Only the lines from the first line of the data through the line containing "0 379 translate 1 -1 scale" belong in the answer, transcribed exactly; pictures do not.

Collected data –
* * * * * * * * *
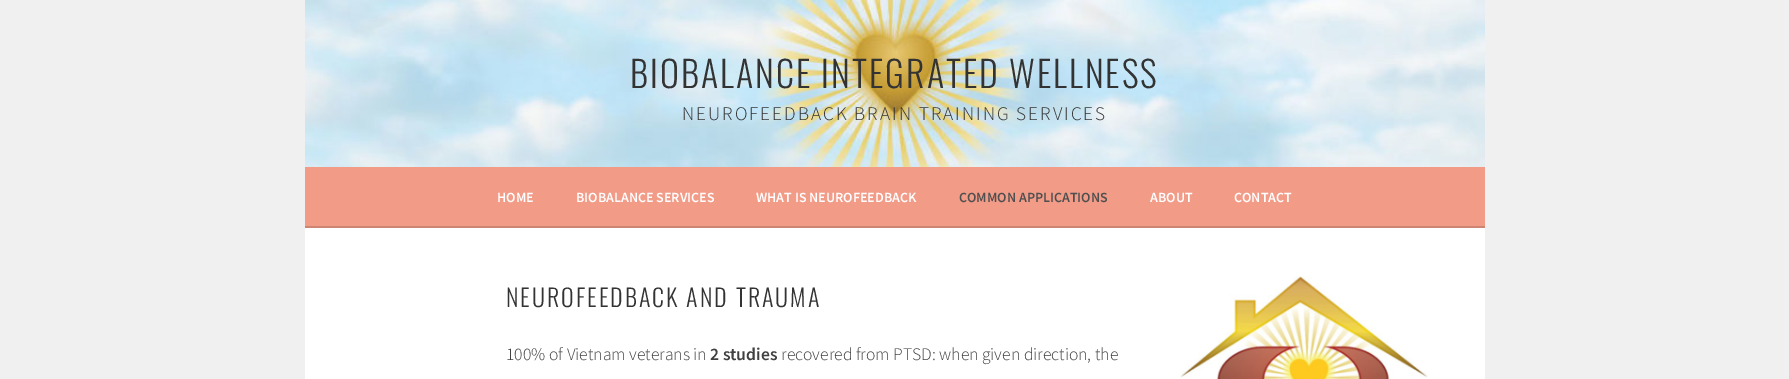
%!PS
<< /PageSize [1789 379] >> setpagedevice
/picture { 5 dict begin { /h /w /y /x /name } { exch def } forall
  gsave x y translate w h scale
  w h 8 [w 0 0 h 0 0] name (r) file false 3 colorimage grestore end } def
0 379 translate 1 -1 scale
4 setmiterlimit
0.941 setgray
0 0 1789 379 rectfill
(img1.rgb) 305 0 1180 167 picture
/Oswald-Light [36 0 0 -36 0 0] selectfont
0.2 setgray
630 88 moveto 2 0 (BIOBALANCE INTEGRATED WELLNESS) ashow
/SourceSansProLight-Light [19.2 0 0 -19.2 0 0] selectfont
682 120 moveto 2 0 (NEUROFEEDBACK BRAIN TRAINING SERVICES) ashow
0.949 0.612 0.533 setrgbcolor
305 167 1180 59 rectfill
0.808 0.522 0.455 setrgbcolor
305 226 1180 2 rectfill
/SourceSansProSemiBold-SemiBold [14 0 0 -14 0 0] selectfont
1 setgray
497 202 moveto (HOME) show
576 202 moveto (BIOBALANCE SERVICES) show
756 202 moveto (WHAT IS NEUROFEEDBACK) show
0.31 setgray
959 202 moveto (COMMON APPLICATIONS) show
1 setgray
1150 202 moveto (ABOUT) show
1234 202 moveto (CONTACT) show
305 228 1180 151 rectfill
/Oswald-Light [24 0 0 -24 0 0] selectfont
0.2 setgray
506 307 moveto 2 0 (NEUROFEEDBACK AND TRAUMA) ashow
/SourceSansProLight-Light [17.6 0 0 -17.6 0 0] selectfont
0.251 setgray
506 360 moveto (100% of Vietnam veterans in) show
/SourceSansProSemiBold-SemiBold [17.6 0 0 -17.6 0 0] selectfont
710 360 moveto (2 studies) show
/SourceSansProLight-Light [17.6 0 0 -17.6 0 0] selectfont
781 360 moveto (recovered from PTSD: when given direction, the) show
(img2.rgb) 1180 276 248 103 picture
showpage
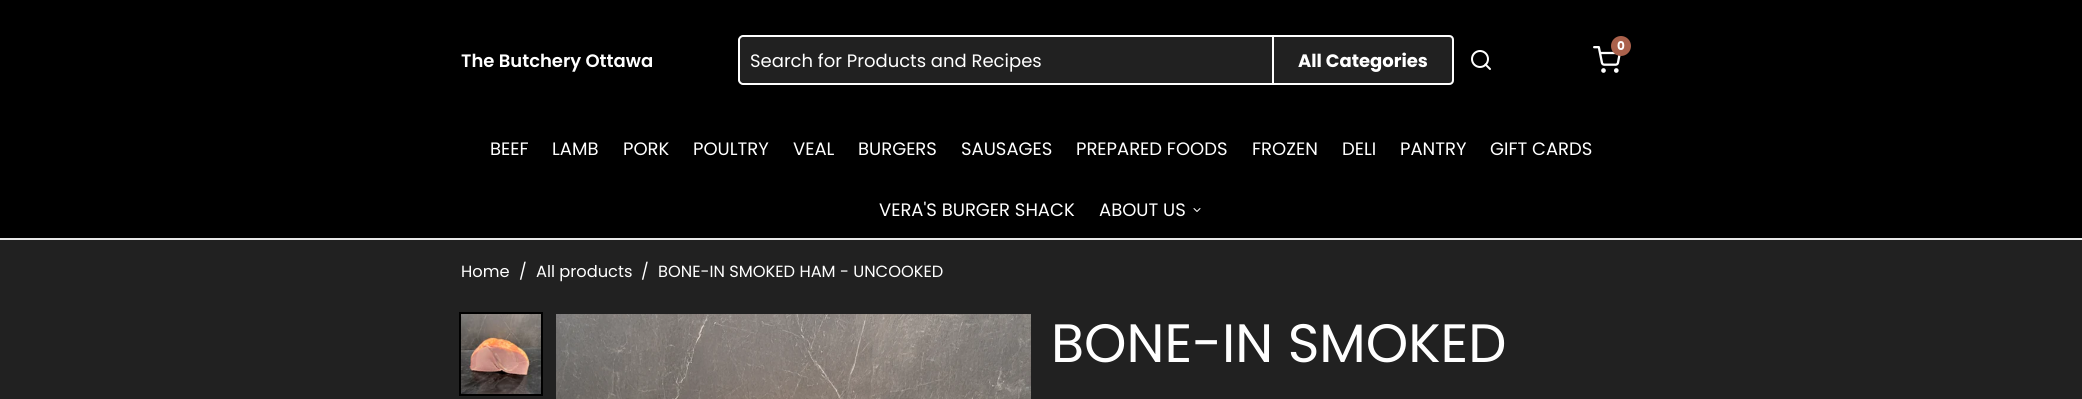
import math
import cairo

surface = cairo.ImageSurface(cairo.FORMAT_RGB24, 2082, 399)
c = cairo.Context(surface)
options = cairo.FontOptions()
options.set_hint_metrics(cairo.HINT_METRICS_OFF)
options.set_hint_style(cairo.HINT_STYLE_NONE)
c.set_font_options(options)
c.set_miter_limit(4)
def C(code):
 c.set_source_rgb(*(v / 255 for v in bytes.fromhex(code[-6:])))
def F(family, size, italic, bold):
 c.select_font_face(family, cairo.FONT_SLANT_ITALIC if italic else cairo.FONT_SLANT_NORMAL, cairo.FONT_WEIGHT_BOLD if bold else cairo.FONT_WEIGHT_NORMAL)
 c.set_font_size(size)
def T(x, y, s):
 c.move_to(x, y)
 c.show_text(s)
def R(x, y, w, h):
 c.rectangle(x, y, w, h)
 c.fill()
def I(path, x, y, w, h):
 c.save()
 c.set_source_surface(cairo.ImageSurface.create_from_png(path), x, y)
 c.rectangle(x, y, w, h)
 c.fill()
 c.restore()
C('212121')
c.paint()
C('000000')
R(0,0,2082,238)
C('e8e8e8')
R(0,238,2082,2)
I('1.png',1593,46,28,27)
C('aa614b')
c.arc(1621,46,10,0,2 * math.pi)
c.fill()
F('Poppins',12,0,1)
C('ffffff')
T(1617,50,'0')
F('Poppins SemiBold',18,0,0)
T(461,67,'The Butchery Ottawa')
C('212121')
c.new_path()
c.move_to(743,36)
c.line_to(1273,36)
c.line_to(1273,84)
c.line_to(743,84)
c.curve_to(741,84,739,82,739,80)
c.line_to(739,40)
c.curve_to(739,38,741,36,743,36)
c.close_path()
c.fill_preserve()
C('ffffff')
c.stroke()
F('Poppins',18,0,0)
T(750,67,'Search for Products and Recipes')
C('212121')
c.new_path()
c.move_to(1274,35)
c.line_to(1449,35)
c.curve_to(1452,35,1454,37,1454,40)
c.line_to(1454,80)
c.curve_to(1454,83,1452,85,1449,85)
c.line_to(1274,85)
c.close_path()
c.fill()
C('ffffff')
c.set_fill_rule(cairo.FILL_RULE_EVEN_ODD)
c.new_path()
c.move_to(1274,35)
c.line_to(1449,35)
c.curve_to(1452,35,1454,37,1454,40)
c.line_to(1454,80)
c.curve_to(1454,83,1452,85,1449,85)
c.line_to(1274,85)
c.close_path()
c.move_to(1274,37)
c.line_to(1449,37)
c.curve_to(1451,37,1452,38,1452,40)
c.line_to(1452,80)
c.curve_to(1452,82,1451,83,1449,83)
c.line_to(1274,83)
c.close_path()
c.fill()
F('Poppins',18,0,1)
T(1298,67,'All Categories')
c.new_path()
c.arc(1480,59,8,0,2 * math.pi)
c.stroke()
c.new_path()
c.move_to(1490,69)
c.line_to(1485.5,64.5)
c.set_line_cap(cairo.LINE_CAP_ROUND)
c.set_line_join(cairo.LINE_JOIN_ROUND)
c.stroke()
F('Poppins',18,0,0)
T(490,155,'BEEF')
T(552,155,'LAMB')
T(623,155,'PORK')
T(693,155,'POULTRY')
T(793,155,'VEAL')
T(858,155,'BURGERS')
T(961,155,'SAUSAGES')
T(1076,155,'PREPARED FOODS')
T(1252,155,'FROZEN')
T(1342,155,'DELI')
T(1400,155,'PANTRY')
T(1490,155,'GIFT CARDS')
T(879,216,'VERA\'S BURGER SHACK')
T(1099,216,'ABOUT US')
c.new_path()
c.move_to(1194,208.5)
c.line_to(1197,211.5)
c.line_to(1200,208.5)
c.set_line_width(1)
c.stroke()
F('Poppins',16.25,0,0)
T(461,277,'Home')
T(519,277,'/')
T(536,277,'All products')
T(641,277,'/')
T(658,277,'BONE-IN SMOKED HAM - UNCOOKED')
c.rectangle(460,313,82,82)
C('000000')
c.set_line_width(2)
c.set_line_cap(cairo.LINE_CAP_BUTT)
c.set_line_join(cairo.LINE_JOIN_MITER)
c.stroke()
I('2.png',461,314,80,80)
I('3.png',556,314,475,85)
F('Poppins',54,0,0)
C('ffffff')
T(1051,362,'BONE-IN SMOKED')
surface.write_to_png('o.png')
* * * * * * * * *
Solution for this task –
%!PS
<< /PageSize [1789 379] >> setpagedevice
/picture { 5 dict begin { /h /w /y /x /name } { exch def } forall
  gsave x y translate w h scale
  w h 8 [w 0 0 h 0 0] name (r) file false 3 colorimage grestore end } def
0 379 translate 1 -1 scale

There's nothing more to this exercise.